Hurricane hosts an annual mountain bike festival, and several mountain bike trails are located nearby.

Distribution centers for Walmart, Orgill, Pepsi-Cola, BlvdHome, and PrimeSource Sanitary Supply are located in Hurricane.

==Arts and culture==
Seven sites in Hurricane are listed on the National Register of Historic Places.

==Parks and recreation==
Hurricane Canal was completed in 1904, and has been empty since 1985. A recreational trail is located next to the canal.

Sand Hollow State Park features a 1322 acre reservoir, camping, and trails.

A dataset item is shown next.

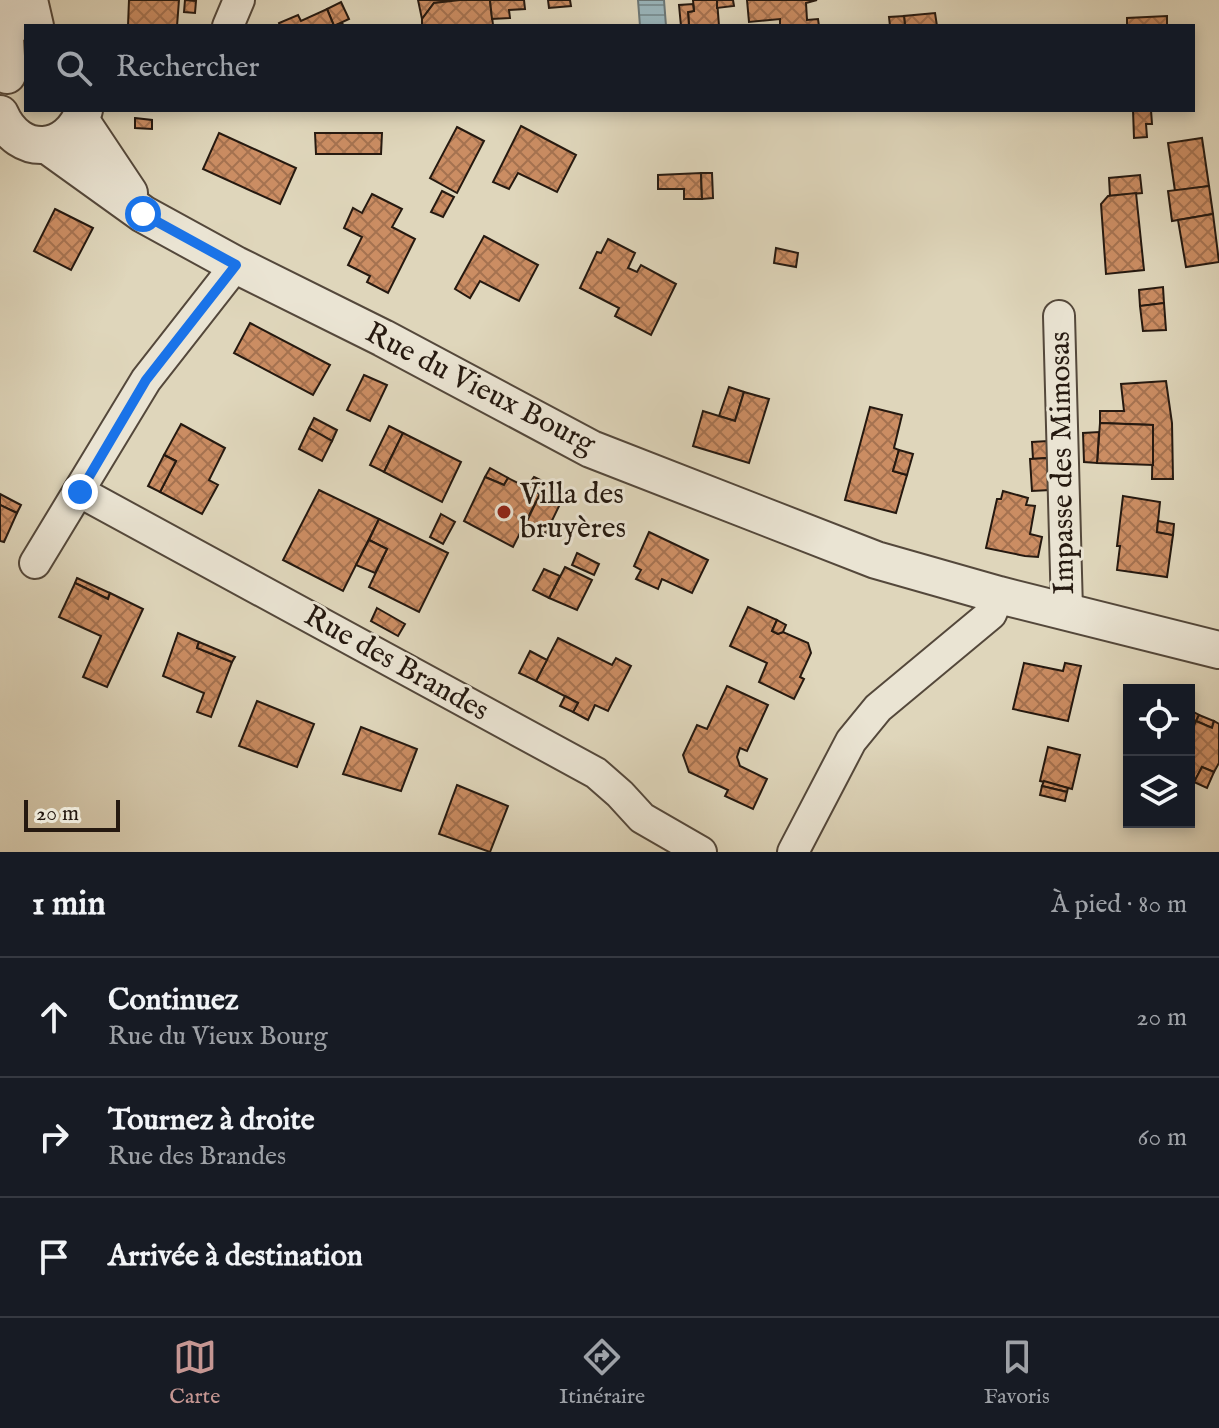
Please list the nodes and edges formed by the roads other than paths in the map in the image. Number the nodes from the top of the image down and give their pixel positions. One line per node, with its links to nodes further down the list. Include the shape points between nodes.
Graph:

Quail Creek State Park features a 600 acre reservoir and a campground.

==Education==
Hurricane is a part of the Washington County School District. Hurricane has one high school, Hurricane High School (encompassing grades 10–12), attended also by students from the surrounding communities including La Verkin, Toquerville, and Springdale. There are two elementary schools, an intermediate school (grades 6–7), a middle school (grades 8–9), and one charter school, Valley Academy (grades K-8).

==Infrastructure==
===Transportation===
Highways:
- U.S. Interstate 15
- Utah State Route 9
- Utah State Route 59
- Utah State Route 7

Hurricane Municipal Airport has one runway and services small aircraft.

==Notable people==
- Oliver DeMille, author, educator, and public speaker
- Derral Eves, co-founder of The Chosen
- Don Leo Jonathan, wrestler
- James Judd, legislator, businessman, and LDS church leader
- Bradley Last, politician in the Utah House of Representatives
- W. Paul Reeve, historian and professor at the University of Utah
- Donald L. Staheli, business executive and general authority of the LDS church
- Herb Wilkinson, All American basketball player at Iowa
- Sylvan Wittwer, agronomist who developed a chemical called Gibberellins

==In popular culture==
Part of Katy Perry's "Rise" music video was filmed in Sand Hollow State Park, with Sullivan Knoll featured in the background in July 2016.

The Five Nights at Freddy's video game franchise takes place in Hurricane, as revealed in the tie-in novel The Silver Eyes.